SUPPLIED INFORMATION:
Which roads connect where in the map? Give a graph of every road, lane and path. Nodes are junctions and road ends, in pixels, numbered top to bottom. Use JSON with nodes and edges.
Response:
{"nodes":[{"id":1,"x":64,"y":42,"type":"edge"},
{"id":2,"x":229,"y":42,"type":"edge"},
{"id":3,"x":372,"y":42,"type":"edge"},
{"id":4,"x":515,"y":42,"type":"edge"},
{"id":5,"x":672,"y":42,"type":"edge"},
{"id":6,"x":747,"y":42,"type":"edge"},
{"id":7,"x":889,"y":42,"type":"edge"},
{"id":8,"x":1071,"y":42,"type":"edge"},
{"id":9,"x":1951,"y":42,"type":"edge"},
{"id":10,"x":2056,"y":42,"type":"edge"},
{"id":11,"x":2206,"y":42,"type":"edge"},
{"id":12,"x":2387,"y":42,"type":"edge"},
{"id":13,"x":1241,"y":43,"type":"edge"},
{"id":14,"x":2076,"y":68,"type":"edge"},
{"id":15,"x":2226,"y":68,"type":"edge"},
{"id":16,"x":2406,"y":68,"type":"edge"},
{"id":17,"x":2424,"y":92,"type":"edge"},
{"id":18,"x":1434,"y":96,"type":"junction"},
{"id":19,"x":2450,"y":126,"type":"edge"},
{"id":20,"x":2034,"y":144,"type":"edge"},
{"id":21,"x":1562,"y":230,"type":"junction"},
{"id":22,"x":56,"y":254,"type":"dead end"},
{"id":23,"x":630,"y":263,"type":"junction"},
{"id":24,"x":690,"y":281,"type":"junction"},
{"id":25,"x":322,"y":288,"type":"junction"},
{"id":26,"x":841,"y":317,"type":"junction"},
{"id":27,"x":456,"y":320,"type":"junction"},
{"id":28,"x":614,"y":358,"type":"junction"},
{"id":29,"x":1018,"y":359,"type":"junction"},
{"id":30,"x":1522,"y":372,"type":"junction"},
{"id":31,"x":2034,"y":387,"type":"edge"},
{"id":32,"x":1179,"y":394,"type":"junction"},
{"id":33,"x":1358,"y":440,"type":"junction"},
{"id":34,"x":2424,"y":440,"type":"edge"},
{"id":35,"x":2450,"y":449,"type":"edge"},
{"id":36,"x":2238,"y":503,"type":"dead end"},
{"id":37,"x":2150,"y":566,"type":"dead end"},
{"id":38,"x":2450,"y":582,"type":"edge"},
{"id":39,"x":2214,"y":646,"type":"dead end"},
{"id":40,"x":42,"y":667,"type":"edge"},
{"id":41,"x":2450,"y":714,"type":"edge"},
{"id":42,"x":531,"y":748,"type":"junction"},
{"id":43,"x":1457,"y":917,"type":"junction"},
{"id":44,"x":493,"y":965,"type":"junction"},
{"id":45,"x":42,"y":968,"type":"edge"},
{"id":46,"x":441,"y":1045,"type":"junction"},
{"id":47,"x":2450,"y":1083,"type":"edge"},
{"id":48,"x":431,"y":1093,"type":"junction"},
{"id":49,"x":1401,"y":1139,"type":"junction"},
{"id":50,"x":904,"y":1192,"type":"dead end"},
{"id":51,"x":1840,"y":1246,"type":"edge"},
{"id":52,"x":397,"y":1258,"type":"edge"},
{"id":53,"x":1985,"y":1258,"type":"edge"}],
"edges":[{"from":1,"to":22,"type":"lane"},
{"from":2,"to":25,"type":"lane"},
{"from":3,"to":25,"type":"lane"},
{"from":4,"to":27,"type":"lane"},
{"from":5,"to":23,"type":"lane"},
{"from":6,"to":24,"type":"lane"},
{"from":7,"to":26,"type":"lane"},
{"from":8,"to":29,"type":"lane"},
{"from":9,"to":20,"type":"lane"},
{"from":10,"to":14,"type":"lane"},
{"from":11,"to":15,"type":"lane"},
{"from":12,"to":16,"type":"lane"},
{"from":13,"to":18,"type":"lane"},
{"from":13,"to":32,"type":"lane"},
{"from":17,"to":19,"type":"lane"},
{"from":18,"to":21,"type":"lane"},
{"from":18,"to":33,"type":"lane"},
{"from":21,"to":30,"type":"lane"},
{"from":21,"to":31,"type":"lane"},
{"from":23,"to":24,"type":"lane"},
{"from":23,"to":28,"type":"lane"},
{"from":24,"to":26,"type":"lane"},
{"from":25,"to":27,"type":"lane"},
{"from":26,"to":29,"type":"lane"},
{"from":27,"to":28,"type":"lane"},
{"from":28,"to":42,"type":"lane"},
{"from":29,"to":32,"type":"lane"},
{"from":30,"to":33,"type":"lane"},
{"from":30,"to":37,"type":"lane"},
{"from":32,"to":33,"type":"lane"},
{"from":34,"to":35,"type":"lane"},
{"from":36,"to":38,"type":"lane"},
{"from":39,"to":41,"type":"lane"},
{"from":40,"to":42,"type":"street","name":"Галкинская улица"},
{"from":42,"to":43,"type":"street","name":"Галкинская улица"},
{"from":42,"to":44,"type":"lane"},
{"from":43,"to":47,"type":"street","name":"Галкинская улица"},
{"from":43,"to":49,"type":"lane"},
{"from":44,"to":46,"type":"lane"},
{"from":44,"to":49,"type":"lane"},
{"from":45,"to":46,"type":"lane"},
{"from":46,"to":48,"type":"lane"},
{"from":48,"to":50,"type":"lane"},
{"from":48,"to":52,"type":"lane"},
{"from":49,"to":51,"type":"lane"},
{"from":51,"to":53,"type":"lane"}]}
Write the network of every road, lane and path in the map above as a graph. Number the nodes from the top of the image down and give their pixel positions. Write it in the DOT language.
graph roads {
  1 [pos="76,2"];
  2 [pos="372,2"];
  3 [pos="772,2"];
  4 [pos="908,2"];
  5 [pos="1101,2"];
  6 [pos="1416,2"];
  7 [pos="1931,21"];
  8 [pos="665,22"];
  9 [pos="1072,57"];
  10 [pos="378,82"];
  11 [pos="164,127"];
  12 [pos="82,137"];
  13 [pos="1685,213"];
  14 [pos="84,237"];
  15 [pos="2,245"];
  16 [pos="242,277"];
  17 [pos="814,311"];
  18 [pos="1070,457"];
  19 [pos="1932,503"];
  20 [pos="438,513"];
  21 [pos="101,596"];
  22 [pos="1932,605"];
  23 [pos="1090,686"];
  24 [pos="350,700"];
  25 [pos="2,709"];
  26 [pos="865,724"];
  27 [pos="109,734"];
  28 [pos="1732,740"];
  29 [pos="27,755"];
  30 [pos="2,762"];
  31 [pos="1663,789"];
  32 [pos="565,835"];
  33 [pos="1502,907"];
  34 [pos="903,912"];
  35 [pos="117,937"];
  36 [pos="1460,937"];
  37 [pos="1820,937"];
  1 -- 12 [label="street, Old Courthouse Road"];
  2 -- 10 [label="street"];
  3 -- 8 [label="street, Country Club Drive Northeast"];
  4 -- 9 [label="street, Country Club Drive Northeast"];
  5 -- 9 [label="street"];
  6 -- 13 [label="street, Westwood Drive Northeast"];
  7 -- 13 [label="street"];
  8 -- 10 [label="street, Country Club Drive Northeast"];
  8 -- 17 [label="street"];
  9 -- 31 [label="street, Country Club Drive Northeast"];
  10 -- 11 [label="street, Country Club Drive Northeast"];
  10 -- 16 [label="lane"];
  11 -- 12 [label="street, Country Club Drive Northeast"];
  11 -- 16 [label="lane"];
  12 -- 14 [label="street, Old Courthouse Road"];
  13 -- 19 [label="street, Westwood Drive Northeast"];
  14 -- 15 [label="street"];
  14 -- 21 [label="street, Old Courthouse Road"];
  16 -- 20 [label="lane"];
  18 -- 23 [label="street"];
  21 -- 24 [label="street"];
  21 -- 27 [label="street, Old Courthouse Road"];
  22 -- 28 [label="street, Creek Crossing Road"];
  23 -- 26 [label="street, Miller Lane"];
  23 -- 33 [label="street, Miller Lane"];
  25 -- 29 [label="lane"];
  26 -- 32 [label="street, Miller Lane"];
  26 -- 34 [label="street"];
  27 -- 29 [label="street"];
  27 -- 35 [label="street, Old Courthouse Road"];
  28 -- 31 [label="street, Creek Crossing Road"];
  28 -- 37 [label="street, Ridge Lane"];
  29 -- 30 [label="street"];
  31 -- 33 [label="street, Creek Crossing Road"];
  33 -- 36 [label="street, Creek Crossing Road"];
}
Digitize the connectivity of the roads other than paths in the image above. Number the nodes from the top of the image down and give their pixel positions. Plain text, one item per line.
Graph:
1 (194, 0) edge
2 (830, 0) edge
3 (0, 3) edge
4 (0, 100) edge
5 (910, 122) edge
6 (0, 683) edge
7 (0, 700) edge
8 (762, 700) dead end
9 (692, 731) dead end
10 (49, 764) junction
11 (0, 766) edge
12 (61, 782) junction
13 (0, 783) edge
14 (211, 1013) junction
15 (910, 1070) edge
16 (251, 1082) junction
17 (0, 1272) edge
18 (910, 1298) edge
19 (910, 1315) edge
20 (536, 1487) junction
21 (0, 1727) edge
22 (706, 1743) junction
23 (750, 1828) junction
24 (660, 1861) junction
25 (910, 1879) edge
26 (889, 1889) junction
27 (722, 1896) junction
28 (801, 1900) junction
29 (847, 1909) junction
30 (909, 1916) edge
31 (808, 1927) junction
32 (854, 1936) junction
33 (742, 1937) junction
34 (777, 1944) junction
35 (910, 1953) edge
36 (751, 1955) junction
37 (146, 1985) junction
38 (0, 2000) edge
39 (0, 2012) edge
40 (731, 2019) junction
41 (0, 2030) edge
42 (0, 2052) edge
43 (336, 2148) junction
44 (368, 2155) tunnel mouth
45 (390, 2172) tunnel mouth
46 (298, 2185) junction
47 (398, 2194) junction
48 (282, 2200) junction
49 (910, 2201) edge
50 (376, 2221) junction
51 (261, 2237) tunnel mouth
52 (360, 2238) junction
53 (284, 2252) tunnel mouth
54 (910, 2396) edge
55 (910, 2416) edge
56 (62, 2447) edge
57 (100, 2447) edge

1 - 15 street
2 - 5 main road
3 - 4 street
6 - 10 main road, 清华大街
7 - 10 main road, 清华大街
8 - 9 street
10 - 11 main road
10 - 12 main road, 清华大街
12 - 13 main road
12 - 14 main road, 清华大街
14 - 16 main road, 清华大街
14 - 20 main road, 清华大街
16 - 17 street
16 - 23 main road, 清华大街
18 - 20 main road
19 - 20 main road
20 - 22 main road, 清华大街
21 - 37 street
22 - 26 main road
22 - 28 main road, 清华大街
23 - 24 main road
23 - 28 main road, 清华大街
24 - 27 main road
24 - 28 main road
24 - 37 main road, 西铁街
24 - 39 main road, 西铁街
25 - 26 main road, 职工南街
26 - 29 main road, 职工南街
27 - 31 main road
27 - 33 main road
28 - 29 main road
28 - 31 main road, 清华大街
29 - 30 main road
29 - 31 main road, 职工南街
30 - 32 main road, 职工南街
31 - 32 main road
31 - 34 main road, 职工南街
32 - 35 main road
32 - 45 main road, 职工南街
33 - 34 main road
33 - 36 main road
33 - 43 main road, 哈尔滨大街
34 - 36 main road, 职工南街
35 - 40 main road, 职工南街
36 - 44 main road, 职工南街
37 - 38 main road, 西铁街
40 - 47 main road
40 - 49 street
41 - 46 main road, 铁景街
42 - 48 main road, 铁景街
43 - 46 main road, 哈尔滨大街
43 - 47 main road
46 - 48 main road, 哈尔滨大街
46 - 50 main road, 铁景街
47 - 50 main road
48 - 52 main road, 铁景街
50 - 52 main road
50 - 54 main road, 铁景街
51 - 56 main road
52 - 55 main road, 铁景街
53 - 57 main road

TASK PROMPT:
Note how many lines of the listing above contain the string "mouth", and give that number with nothing added.

EXERCISE RESPONSE:
4